→ **Work item**: Work through the data below and copy out every line where "Northwest" is found.

===============

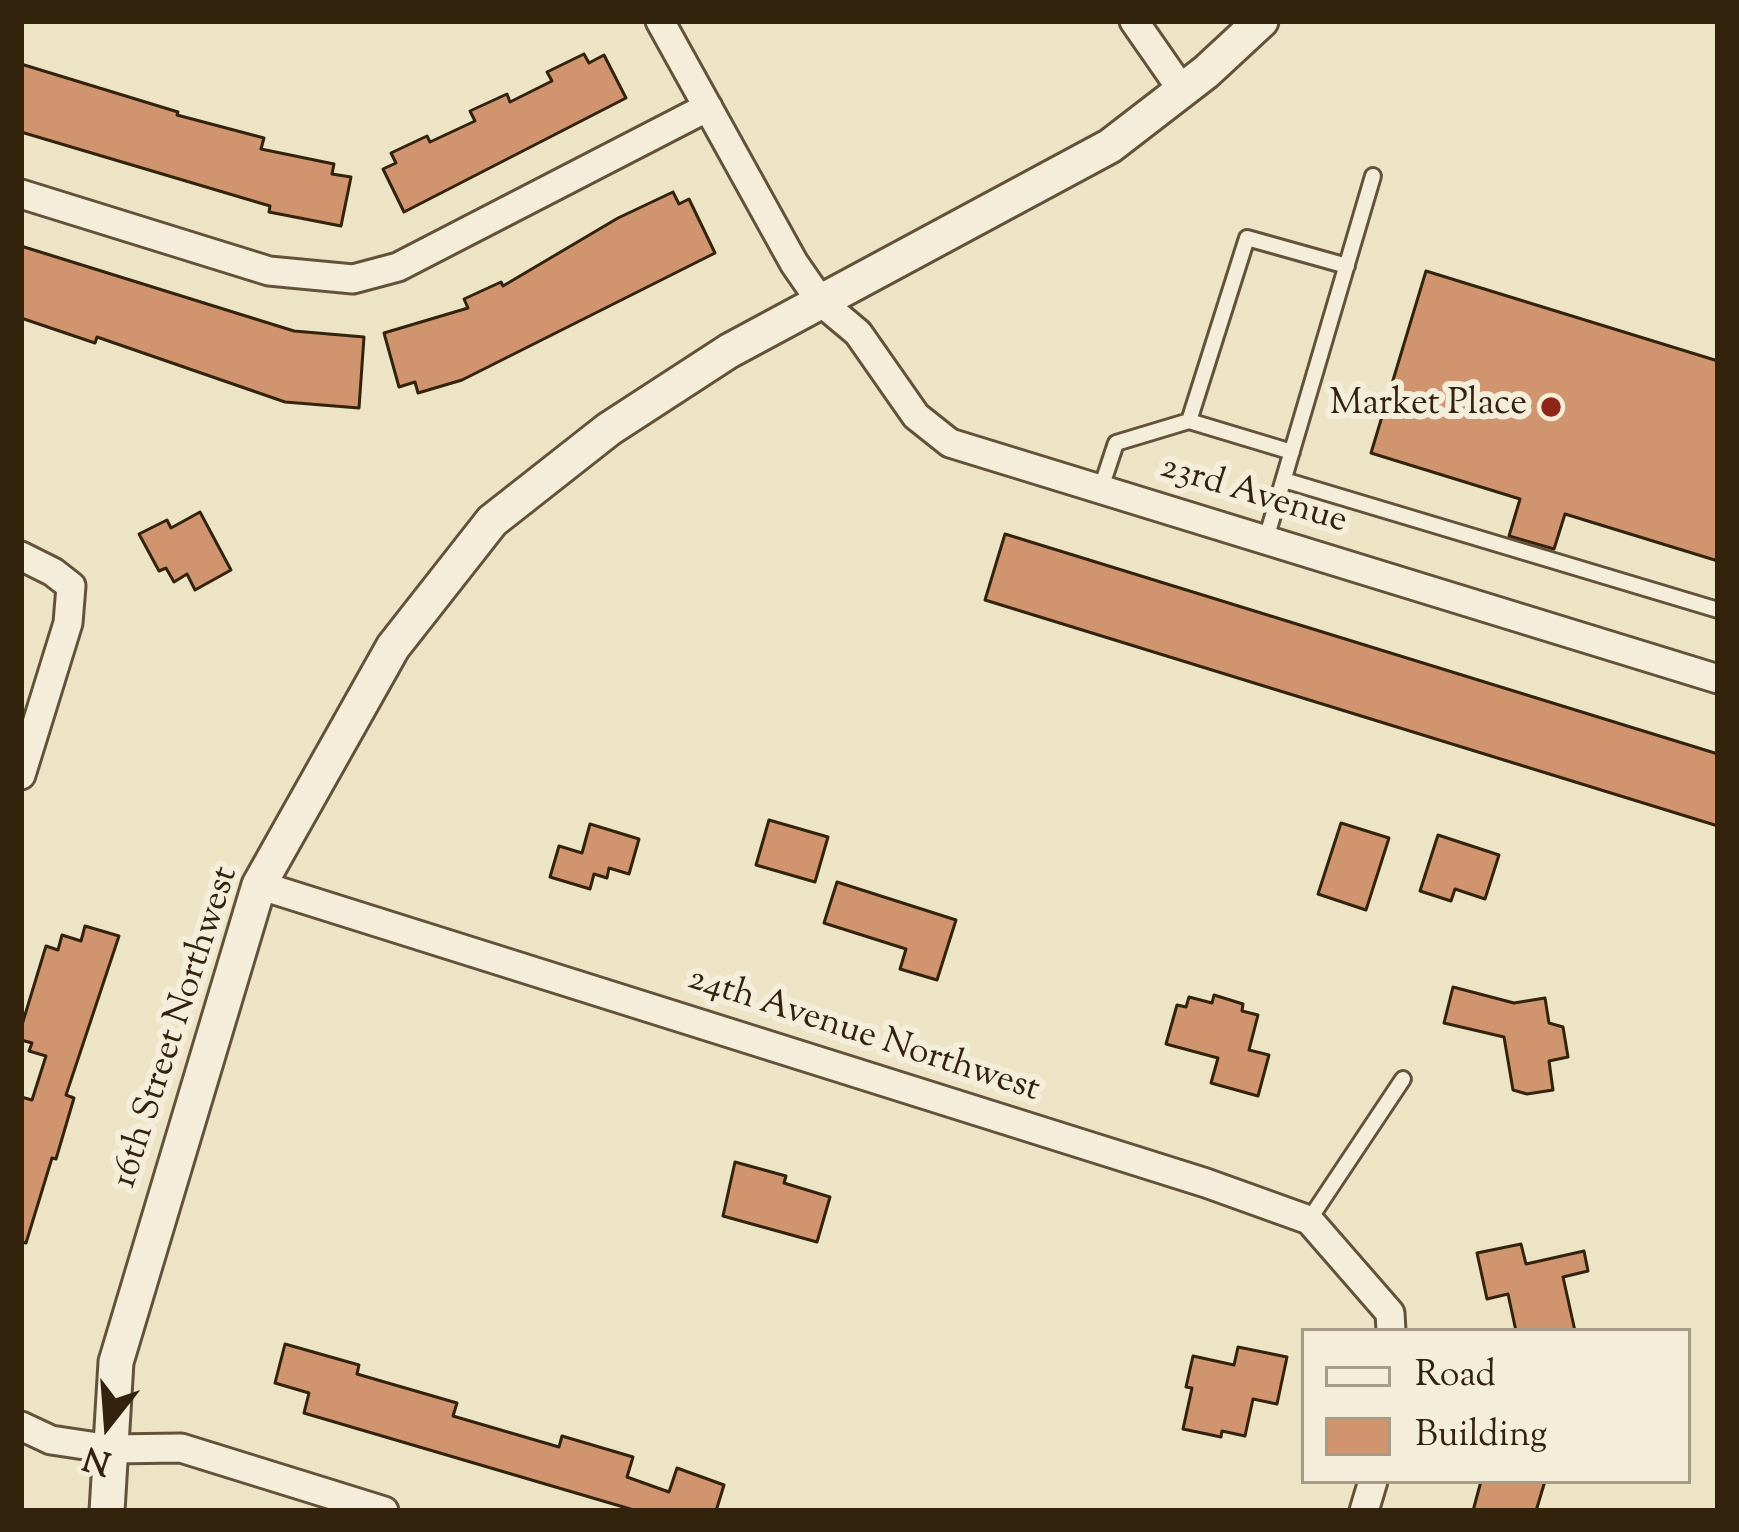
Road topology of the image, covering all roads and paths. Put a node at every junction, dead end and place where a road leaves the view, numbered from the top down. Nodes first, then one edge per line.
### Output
1 (660, 21) edge
2 (1134, 21) edge
3 (1261, 21) edge
4 (1182, 90) junction
5 (708, 107) junction
6 (1373, 176) dead end
7 (21, 194) edge
8 (1347, 266) junction
9 (821, 302) junction
10 (1189, 421) junction
11 (1292, 452) junction
12 (1284, 480) junction
13 (1101, 488) junction
14 (1266, 539) junction
15 (21, 556) edge
16 (1718, 610) edge
17 (1718, 679) edge
18 (21, 775) edge
19 (260, 885) junction
20 (1403, 1079) dead end
21 (1309, 1220) junction
22 (1391, 1328) edge
23 (21, 1426) edge
24 (111, 1449) junction
25 (107, 1511) edge
26 (384, 1511) edge

1 - 5 street, 23rd Avenue
2 - 4 street
3 - 4 street, 16th Street Northwest
4 - 9 street, 16th Street Northwest
5 - 7 street
5 - 9 street, 23rd Avenue
6 - 8 lane
8 - 10 lane
8 - 11 lane
9 - 13 street, 23rd Avenue
9 - 19 street, 16th Street Northwest
10 - 11 lane
10 - 13 lane
11 - 12 lane
12 - 14 lane
12 - 16 lane
13 - 14 street, 23rd Avenue
14 - 17 street, 23rd Avenue
15 - 18 street
19 - 21 street, 24th Avenue Northwest
19 - 24 street, 16th Street Northwest
20 - 21 lane
21 - 22 street, 24th Avenue Northwest
23 - 24 street
24 - 25 street, 16th Street Northwest
24 - 26 street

===============

→ **Solution to this problem**:
3 - 4 street, 16th Street Northwest
4 - 9 street, 16th Street Northwest
9 - 19 street, 16th Street Northwest
19 - 21 street, 24th Avenue Northwest
19 - 24 street, 16th Street Northwest
21 - 22 street, 24th Avenue Northwest
24 - 25 street, 16th Street Northwest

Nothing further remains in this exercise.